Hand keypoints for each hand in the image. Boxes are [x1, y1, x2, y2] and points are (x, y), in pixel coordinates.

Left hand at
☆ ☆ ☆
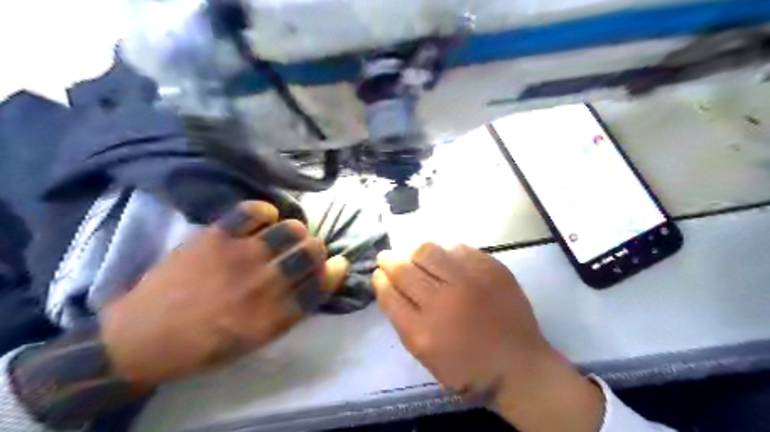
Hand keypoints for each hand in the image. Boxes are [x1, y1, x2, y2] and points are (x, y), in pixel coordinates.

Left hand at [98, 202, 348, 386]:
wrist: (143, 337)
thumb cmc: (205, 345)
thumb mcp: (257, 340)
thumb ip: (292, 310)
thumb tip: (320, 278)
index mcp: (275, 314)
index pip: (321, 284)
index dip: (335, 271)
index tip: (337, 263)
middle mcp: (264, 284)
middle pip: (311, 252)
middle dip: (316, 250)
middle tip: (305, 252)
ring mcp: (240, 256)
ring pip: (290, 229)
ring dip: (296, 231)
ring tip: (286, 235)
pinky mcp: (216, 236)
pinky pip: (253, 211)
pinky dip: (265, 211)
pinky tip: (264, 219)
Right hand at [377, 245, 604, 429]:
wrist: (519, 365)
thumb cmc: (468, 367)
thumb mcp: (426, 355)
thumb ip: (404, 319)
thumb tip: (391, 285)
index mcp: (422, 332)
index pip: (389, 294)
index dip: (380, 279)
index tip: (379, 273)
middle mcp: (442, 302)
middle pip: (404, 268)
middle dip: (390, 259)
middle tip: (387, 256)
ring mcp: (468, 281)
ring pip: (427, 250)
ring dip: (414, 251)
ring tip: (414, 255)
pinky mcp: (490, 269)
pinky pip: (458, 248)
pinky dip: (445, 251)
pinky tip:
☆ ☆ ☆
> **Problem to work on**:
Write out each line of the data that holds the string "index".

> **Your solution**:
index mcp: (275, 314)
index pip: (321, 284)
index dip: (335, 271)
index tip: (337, 263)
index mcp: (422, 332)
index pip: (389, 294)
index dip: (380, 279)
index tip: (379, 273)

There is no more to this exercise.